**Task**.
The answer must be the data, repeated exactly.

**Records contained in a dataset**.
·····

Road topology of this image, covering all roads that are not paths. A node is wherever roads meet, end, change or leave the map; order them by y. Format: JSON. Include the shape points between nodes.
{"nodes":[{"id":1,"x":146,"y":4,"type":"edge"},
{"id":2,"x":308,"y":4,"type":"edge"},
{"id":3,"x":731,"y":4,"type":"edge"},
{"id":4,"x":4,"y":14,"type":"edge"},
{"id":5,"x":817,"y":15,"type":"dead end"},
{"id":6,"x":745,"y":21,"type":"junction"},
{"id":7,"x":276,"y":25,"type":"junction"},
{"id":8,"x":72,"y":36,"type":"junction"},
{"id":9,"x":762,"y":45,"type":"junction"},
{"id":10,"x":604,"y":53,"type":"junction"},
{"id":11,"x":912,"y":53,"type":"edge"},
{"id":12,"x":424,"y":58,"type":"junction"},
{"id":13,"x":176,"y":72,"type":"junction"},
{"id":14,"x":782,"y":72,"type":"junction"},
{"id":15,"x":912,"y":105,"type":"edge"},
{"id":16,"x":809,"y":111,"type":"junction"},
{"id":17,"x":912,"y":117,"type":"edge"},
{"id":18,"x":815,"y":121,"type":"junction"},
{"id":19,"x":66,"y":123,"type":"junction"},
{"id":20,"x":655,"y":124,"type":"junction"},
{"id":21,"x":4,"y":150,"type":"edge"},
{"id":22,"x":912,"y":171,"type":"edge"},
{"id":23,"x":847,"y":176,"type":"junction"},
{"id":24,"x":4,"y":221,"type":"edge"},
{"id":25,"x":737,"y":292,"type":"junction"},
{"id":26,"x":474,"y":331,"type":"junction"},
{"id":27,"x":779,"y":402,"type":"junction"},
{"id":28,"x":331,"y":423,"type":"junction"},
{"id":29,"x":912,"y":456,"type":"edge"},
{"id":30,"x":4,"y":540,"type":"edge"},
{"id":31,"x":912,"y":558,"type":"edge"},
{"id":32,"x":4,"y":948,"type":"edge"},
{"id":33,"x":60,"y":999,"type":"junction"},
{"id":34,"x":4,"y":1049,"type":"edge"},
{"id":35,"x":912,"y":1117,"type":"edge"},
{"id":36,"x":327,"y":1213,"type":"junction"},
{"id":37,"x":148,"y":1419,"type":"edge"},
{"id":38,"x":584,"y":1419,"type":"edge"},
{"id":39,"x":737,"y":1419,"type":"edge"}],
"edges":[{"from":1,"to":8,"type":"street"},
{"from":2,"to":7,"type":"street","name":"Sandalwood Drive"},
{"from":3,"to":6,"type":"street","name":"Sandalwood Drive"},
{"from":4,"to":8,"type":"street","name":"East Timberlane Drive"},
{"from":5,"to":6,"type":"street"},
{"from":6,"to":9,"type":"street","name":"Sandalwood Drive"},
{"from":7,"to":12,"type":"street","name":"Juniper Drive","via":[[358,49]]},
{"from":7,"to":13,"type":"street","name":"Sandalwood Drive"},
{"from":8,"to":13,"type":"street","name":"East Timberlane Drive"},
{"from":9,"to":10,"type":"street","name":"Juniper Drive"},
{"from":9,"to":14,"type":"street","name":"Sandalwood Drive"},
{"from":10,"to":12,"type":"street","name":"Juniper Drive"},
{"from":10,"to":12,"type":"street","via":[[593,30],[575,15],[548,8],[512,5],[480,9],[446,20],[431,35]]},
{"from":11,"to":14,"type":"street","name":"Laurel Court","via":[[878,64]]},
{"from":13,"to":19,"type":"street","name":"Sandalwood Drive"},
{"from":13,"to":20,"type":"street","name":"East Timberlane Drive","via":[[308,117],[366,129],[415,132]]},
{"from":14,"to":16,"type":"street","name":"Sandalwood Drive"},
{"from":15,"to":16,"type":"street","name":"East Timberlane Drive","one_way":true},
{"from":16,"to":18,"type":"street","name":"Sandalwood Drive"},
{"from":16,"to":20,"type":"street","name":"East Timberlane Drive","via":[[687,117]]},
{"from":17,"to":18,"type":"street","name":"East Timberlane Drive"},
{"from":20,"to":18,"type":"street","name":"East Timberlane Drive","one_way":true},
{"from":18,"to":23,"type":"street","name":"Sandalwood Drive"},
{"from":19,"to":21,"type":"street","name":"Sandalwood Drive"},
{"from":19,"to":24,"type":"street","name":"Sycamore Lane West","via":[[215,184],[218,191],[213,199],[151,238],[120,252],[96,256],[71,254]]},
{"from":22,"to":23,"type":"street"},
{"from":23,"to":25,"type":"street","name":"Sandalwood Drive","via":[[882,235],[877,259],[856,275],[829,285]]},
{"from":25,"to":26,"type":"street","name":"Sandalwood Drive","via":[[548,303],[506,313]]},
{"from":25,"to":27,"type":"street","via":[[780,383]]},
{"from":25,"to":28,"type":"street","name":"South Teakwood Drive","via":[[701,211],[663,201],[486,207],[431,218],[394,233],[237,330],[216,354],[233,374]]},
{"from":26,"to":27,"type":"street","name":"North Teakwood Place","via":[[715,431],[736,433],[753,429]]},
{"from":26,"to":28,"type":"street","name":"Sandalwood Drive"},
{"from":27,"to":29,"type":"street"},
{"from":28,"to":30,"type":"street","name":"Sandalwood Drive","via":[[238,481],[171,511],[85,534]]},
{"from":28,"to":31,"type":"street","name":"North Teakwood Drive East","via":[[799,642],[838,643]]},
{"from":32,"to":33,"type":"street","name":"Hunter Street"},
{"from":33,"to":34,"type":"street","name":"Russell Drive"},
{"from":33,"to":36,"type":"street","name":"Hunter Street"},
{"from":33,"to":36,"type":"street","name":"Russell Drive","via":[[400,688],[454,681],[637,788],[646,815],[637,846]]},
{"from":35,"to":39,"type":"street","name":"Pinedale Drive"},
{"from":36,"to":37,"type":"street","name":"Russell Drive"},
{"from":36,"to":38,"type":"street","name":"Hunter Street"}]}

·····

**Answer below**.
Road topology of this image, covering all roads that are not paths. A node is wherever roads meet, end, change or leave the map; order them by y. Format: JSON. Include the shape points between nodes.
{"nodes":[{"id":1,"x":146,"y":4,"type":"edge"},
{"id":2,"x":308,"y":4,"type":"edge"},
{"id":3,"x":731,"y":4,"type":"edge"},
{"id":4,"x":4,"y":14,"type":"edge"},
{"id":5,"x":817,"y":15,"type":"dead end"},
{"id":6,"x":745,"y":21,"type":"junction"},
{"id":7,"x":276,"y":25,"type":"junction"},
{"id":8,"x":72,"y":36,"type":"junction"},
{"id":9,"x":762,"y":45,"type":"junction"},
{"id":10,"x":604,"y":53,"type":"junction"},
{"id":11,"x":912,"y":53,"type":"edge"},
{"id":12,"x":424,"y":58,"type":"junction"},
{"id":13,"x":176,"y":72,"type":"junction"},
{"id":14,"x":782,"y":72,"type":"junction"},
{"id":15,"x":912,"y":105,"type":"edge"},
{"id":16,"x":809,"y":111,"type":"junction"},
{"id":17,"x":912,"y":117,"type":"edge"},
{"id":18,"x":815,"y":121,"type":"junction"},
{"id":19,"x":66,"y":123,"type":"junction"},
{"id":20,"x":655,"y":124,"type":"junction"},
{"id":21,"x":4,"y":150,"type":"edge"},
{"id":22,"x":912,"y":171,"type":"edge"},
{"id":23,"x":847,"y":176,"type":"junction"},
{"id":24,"x":4,"y":221,"type":"edge"},
{"id":25,"x":737,"y":292,"type":"junction"},
{"id":26,"x":474,"y":331,"type":"junction"},
{"id":27,"x":779,"y":402,"type":"junction"},
{"id":28,"x":331,"y":423,"type":"junction"},
{"id":29,"x":912,"y":456,"type":"edge"},
{"id":30,"x":4,"y":540,"type":"edge"},
{"id":31,"x":912,"y":558,"type":"edge"},
{"id":32,"x":4,"y":948,"type":"edge"},
{"id":33,"x":60,"y":999,"type":"junction"},
{"id":34,"x":4,"y":1049,"type":"edge"},
{"id":35,"x":912,"y":1117,"type":"edge"},
{"id":36,"x":327,"y":1213,"type":"junction"},
{"id":37,"x":148,"y":1419,"type":"edge"},
{"id":38,"x":584,"y":1419,"type":"edge"},
{"id":39,"x":737,"y":1419,"type":"edge"}],
"edges":[{"from":1,"to":8,"type":"street"},
{"from":2,"to":7,"type":"street","name":"Sandalwood Drive"},
{"from":3,"to":6,"type":"street","name":"Sandalwood Drive"},
{"from":4,"to":8,"type":"street","name":"East Timberlane Drive"},
{"from":5,"to":6,"type":"street"},
{"from":6,"to":9,"type":"street","name":"Sandalwood Drive"},
{"from":7,"to":12,"type":"street","name":"Juniper Drive","via":[[358,49]]},
{"from":7,"to":13,"type":"street","name":"Sandalwood Drive"},
{"from":8,"to":13,"type":"street","name":"East Timberlane Drive"},
{"from":9,"to":10,"type":"street","name":"Juniper Drive"},
{"from":9,"to":14,"type":"street","name":"Sandalwood Drive"},
{"from":10,"to":12,"type":"street","name":"Juniper Drive"},
{"from":10,"to":12,"type":"street","via":[[593,30],[575,15],[548,8],[512,5],[480,9],[446,20],[431,35]]},
{"from":11,"to":14,"type":"street","name":"Laurel Court","via":[[878,64]]},
{"from":13,"to":19,"type":"street","name":"Sandalwood Drive"},
{"from":13,"to":20,"type":"street","name":"East Timberlane Drive","via":[[308,117],[366,129],[415,132]]},
{"from":14,"to":16,"type":"street","name":"Sandalwood Drive"},
{"from":15,"to":16,"type":"street","name":"East Timberlane Drive","one_way":true},
{"from":16,"to":18,"type":"street","name":"Sandalwood Drive"},
{"from":16,"to":20,"type":"street","name":"East Timberlane Drive","via":[[687,117]]},
{"from":17,"to":18,"type":"street","name":"East Timberlane Drive"},
{"from":20,"to":18,"type":"street","name":"East Timberlane Drive","one_way":true},
{"from":18,"to":23,"type":"street","name":"Sandalwood Drive"},
{"from":19,"to":21,"type":"street","name":"Sandalwood Drive"},
{"from":19,"to":24,"type":"street","name":"Sycamore Lane West","via":[[215,184],[218,191],[213,199],[151,238],[120,252],[96,256],[71,254]]},
{"from":22,"to":23,"type":"street"},
{"from":23,"to":25,"type":"street","name":"Sandalwood Drive","via":[[882,235],[877,259],[856,275],[829,285]]},
{"from":25,"to":26,"type":"street","name":"Sandalwood Drive","via":[[548,303],[506,313]]},
{"from":25,"to":27,"type":"street","via":[[780,383]]},
{"from":25,"to":28,"type":"street","name":"South Teakwood Drive","via":[[701,211],[663,201],[486,207],[431,218],[394,233],[237,330],[216,354],[233,374]]},
{"from":26,"to":27,"type":"street","name":"North Teakwood Place","via":[[715,431],[736,433],[753,429]]},
{"from":26,"to":28,"type":"street","name":"Sandalwood Drive"},
{"from":27,"to":29,"type":"street"},
{"from":28,"to":30,"type":"street","name":"Sandalwood Drive","via":[[238,481],[171,511],[85,534]]},
{"from":28,"to":31,"type":"street","name":"North Teakwood Drive East","via":[[799,642],[838,643]]},
{"from":32,"to":33,"type":"street","name":"Hunter Street"},
{"from":33,"to":34,"type":"street","name":"Russell Drive"},
{"from":33,"to":36,"type":"street","name":"Hunter Street"},
{"from":33,"to":36,"type":"street","name":"Russell Drive","via":[[400,688],[454,681],[637,788],[646,815],[637,846]]},
{"from":35,"to":39,"type":"street","name":"Pinedale Drive"},
{"from":36,"to":37,"type":"street","name":"Russell Drive"},
{"from":36,"to":38,"type":"street","name":"Hunter Street"}]}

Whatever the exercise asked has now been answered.